═════ Supplied records
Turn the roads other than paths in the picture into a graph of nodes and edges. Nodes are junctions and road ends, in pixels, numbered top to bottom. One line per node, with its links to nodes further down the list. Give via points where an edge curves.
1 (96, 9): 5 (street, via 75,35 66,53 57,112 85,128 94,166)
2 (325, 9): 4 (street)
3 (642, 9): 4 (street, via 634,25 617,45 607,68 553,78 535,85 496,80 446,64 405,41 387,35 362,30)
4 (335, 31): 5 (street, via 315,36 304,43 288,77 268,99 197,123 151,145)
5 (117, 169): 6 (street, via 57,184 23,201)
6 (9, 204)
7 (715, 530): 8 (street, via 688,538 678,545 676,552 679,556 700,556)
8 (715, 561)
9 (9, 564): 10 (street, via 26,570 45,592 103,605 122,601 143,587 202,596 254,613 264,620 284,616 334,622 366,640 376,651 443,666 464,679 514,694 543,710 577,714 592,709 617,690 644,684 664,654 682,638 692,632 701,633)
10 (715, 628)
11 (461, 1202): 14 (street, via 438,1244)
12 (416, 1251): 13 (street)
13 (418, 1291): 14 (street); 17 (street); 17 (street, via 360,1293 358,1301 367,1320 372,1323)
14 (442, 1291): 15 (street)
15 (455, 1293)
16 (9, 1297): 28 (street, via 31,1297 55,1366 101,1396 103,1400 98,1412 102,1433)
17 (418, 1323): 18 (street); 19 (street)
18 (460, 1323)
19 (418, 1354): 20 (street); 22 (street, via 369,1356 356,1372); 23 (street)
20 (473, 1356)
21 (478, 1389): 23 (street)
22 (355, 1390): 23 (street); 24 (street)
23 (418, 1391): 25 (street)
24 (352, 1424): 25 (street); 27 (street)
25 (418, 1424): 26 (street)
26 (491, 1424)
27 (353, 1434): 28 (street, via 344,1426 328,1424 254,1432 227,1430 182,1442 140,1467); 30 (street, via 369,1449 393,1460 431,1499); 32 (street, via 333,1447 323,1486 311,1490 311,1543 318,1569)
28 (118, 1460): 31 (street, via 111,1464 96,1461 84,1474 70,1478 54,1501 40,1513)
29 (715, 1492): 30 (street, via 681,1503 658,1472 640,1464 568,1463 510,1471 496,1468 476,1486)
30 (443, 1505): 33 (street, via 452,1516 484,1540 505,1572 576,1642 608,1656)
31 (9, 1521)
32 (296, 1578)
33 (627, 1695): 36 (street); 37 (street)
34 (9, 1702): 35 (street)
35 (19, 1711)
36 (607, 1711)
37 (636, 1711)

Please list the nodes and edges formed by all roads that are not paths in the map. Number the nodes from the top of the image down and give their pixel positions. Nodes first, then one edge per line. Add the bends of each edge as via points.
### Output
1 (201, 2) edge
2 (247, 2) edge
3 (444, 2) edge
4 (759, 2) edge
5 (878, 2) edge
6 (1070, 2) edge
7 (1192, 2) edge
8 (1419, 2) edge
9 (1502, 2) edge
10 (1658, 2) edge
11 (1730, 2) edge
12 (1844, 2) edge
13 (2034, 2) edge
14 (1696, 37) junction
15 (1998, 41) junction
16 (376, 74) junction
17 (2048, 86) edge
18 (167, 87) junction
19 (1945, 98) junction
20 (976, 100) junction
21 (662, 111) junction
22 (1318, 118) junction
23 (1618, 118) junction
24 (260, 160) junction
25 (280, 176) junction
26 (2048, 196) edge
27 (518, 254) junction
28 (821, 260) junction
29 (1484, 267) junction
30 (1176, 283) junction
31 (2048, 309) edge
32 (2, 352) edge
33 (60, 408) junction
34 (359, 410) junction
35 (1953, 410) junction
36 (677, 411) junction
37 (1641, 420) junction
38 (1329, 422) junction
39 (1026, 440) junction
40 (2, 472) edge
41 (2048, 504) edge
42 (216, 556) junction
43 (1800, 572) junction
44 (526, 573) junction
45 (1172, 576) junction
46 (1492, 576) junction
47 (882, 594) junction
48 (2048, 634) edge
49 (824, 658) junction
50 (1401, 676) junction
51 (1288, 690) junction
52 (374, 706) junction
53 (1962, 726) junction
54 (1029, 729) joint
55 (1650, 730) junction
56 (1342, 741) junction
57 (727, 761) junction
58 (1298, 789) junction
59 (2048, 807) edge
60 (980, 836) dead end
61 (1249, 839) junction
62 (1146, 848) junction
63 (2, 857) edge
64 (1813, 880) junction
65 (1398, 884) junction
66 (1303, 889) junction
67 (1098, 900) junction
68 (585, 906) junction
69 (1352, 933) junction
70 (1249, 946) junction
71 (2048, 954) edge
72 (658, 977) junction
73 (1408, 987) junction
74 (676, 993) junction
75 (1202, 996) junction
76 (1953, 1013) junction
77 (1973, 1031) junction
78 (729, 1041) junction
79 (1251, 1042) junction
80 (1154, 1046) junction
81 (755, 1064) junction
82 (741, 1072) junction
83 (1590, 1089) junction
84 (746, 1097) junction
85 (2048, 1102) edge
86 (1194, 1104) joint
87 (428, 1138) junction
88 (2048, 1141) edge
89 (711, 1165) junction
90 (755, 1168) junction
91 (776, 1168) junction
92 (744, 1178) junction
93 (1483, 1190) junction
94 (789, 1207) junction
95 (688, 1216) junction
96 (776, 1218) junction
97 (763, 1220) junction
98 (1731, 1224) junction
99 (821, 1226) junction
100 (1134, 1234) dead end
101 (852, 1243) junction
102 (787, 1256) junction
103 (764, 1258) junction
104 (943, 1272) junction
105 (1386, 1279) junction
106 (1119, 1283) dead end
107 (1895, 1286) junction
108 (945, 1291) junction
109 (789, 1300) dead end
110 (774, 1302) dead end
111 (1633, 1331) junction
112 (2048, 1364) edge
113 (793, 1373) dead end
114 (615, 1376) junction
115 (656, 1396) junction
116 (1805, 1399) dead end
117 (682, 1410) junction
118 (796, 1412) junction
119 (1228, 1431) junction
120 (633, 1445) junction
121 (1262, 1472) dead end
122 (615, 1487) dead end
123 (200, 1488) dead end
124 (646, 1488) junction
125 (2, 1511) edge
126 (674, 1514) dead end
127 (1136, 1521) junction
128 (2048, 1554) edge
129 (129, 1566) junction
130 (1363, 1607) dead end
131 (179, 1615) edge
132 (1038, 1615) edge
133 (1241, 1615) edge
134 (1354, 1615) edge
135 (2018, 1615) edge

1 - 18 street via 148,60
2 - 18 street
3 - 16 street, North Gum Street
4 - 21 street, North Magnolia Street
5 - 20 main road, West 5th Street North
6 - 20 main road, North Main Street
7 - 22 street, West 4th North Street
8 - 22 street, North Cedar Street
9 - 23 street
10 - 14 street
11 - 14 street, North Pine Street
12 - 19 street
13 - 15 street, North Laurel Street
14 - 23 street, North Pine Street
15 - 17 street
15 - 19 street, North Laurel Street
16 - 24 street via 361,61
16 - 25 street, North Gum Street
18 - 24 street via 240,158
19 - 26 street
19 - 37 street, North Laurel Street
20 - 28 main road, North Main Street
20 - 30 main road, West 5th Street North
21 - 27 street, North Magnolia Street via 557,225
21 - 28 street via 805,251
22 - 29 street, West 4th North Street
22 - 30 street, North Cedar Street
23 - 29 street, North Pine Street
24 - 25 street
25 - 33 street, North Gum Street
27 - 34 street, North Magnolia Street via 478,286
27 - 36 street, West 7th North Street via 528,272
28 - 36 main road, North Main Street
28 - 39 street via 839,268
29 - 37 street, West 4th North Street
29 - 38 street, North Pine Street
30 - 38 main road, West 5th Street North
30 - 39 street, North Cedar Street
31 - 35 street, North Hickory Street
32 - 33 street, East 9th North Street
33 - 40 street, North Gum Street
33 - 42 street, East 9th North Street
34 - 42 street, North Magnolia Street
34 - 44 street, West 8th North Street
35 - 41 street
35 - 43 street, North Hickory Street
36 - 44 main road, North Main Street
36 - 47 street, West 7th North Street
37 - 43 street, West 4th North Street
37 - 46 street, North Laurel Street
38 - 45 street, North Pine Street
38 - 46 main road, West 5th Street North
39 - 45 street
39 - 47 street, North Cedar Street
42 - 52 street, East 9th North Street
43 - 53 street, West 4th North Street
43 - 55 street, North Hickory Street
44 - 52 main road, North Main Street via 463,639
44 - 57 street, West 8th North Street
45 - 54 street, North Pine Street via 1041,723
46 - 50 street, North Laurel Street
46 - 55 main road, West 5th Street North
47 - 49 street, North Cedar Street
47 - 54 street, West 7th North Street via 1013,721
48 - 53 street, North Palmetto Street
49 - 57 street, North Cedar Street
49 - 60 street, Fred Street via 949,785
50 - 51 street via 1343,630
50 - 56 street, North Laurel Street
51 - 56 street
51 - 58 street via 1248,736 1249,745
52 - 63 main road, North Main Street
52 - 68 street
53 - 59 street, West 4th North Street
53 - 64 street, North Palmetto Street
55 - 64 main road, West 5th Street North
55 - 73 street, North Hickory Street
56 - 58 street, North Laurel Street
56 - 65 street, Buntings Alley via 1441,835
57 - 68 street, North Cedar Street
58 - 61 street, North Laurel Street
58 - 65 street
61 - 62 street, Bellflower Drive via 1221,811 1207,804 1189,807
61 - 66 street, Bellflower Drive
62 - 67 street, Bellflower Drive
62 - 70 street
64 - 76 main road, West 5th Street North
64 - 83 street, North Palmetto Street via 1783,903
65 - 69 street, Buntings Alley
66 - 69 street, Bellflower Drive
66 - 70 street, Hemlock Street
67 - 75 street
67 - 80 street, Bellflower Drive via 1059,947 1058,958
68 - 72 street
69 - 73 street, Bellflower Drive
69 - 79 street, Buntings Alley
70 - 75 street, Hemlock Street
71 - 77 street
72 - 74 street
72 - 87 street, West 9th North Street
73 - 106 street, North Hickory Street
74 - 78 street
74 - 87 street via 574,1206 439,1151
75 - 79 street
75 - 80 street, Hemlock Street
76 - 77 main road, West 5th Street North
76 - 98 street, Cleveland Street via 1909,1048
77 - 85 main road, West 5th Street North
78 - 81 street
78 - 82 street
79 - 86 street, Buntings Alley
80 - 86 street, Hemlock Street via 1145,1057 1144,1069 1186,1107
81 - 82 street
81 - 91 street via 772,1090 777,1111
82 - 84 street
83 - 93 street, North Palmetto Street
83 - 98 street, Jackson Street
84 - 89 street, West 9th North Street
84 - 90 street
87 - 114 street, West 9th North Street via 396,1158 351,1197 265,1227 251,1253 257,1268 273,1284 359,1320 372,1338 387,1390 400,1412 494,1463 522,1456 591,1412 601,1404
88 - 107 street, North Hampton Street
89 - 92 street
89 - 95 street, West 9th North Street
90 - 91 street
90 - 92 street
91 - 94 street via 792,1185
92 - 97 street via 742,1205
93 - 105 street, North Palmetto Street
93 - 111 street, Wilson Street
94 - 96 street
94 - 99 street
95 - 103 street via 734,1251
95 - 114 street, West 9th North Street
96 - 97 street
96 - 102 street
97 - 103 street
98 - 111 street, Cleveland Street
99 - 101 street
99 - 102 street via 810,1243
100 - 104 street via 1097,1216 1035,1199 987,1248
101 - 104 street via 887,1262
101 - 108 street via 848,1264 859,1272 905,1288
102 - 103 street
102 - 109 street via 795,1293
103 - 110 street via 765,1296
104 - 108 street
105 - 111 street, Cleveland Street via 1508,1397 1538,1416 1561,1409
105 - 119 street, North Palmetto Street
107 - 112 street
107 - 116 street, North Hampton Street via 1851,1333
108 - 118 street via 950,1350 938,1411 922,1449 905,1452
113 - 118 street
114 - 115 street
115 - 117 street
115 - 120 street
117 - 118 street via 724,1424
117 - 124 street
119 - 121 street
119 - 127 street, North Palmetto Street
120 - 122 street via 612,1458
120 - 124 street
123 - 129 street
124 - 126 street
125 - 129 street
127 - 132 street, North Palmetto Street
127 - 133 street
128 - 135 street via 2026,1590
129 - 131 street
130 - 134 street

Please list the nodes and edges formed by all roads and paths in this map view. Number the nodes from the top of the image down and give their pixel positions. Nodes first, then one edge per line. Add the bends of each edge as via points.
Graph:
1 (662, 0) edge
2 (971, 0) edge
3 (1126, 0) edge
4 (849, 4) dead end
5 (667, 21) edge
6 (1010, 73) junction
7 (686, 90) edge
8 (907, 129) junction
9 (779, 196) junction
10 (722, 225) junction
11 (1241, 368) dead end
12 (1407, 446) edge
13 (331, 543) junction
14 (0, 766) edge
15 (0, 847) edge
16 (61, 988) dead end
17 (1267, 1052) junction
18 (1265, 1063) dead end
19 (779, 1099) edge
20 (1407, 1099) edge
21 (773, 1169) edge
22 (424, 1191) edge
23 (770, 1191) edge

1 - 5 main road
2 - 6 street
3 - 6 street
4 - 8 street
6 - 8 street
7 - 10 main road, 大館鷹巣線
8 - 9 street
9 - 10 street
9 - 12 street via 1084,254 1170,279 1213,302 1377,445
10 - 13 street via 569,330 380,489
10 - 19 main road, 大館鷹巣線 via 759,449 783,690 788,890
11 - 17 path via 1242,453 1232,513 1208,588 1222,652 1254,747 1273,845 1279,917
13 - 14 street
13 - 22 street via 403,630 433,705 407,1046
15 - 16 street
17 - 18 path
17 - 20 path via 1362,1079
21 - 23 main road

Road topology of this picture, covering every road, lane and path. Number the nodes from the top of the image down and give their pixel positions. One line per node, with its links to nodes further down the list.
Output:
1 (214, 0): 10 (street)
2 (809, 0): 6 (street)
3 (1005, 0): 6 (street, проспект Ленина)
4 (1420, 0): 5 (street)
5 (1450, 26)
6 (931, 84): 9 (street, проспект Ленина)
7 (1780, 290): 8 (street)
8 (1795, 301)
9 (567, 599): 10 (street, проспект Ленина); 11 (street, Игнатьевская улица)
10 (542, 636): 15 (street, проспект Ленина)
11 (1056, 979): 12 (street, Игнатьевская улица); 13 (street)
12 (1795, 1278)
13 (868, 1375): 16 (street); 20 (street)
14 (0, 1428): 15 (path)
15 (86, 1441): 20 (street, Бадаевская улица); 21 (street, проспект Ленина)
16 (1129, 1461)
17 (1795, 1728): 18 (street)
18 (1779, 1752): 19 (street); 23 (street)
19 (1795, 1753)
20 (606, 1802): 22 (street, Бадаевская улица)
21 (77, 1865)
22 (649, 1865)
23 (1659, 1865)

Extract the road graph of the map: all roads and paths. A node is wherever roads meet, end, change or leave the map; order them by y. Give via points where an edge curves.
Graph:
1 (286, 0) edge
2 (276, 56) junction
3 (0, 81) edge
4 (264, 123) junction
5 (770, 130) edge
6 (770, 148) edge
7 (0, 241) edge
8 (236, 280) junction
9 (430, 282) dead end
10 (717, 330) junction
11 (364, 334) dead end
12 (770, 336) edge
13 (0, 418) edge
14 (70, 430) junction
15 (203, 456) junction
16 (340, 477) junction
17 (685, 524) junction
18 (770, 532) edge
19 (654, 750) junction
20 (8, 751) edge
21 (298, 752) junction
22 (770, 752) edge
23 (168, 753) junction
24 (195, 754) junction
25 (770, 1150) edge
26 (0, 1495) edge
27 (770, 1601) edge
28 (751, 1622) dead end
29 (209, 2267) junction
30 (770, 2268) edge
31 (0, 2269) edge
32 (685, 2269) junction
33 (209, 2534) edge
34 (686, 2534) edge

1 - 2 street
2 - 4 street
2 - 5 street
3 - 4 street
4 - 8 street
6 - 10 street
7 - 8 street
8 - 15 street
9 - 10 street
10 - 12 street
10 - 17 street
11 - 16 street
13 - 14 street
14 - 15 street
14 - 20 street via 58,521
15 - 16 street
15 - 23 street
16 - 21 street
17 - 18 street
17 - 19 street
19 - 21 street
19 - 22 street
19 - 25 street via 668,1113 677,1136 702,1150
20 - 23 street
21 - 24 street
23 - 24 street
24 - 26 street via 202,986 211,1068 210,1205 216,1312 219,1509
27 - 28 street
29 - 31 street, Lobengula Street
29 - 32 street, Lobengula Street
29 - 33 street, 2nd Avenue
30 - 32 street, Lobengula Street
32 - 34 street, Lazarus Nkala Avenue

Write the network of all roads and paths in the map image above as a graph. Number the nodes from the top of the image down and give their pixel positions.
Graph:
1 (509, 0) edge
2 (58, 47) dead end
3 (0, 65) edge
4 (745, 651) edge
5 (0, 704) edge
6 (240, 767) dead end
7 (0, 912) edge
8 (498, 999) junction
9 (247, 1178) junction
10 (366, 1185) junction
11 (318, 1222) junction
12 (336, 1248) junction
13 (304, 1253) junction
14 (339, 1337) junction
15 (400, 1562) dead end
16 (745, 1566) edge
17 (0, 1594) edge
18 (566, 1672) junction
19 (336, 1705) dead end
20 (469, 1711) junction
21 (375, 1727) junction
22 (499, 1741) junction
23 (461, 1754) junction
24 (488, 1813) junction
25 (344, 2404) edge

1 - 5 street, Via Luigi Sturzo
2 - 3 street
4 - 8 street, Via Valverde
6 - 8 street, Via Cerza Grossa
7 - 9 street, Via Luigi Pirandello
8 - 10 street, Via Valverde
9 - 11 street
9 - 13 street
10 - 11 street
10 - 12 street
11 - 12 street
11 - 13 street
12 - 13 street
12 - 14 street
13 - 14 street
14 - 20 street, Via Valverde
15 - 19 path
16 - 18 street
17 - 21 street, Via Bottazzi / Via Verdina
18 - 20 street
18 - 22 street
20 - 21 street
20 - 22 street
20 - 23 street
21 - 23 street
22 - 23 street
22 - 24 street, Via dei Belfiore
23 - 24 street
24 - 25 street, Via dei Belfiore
══════════
**Required work**
Indicate the number of lines in the data above that contain the string "Cedar", without any additional text.

**Solution for this problem**
7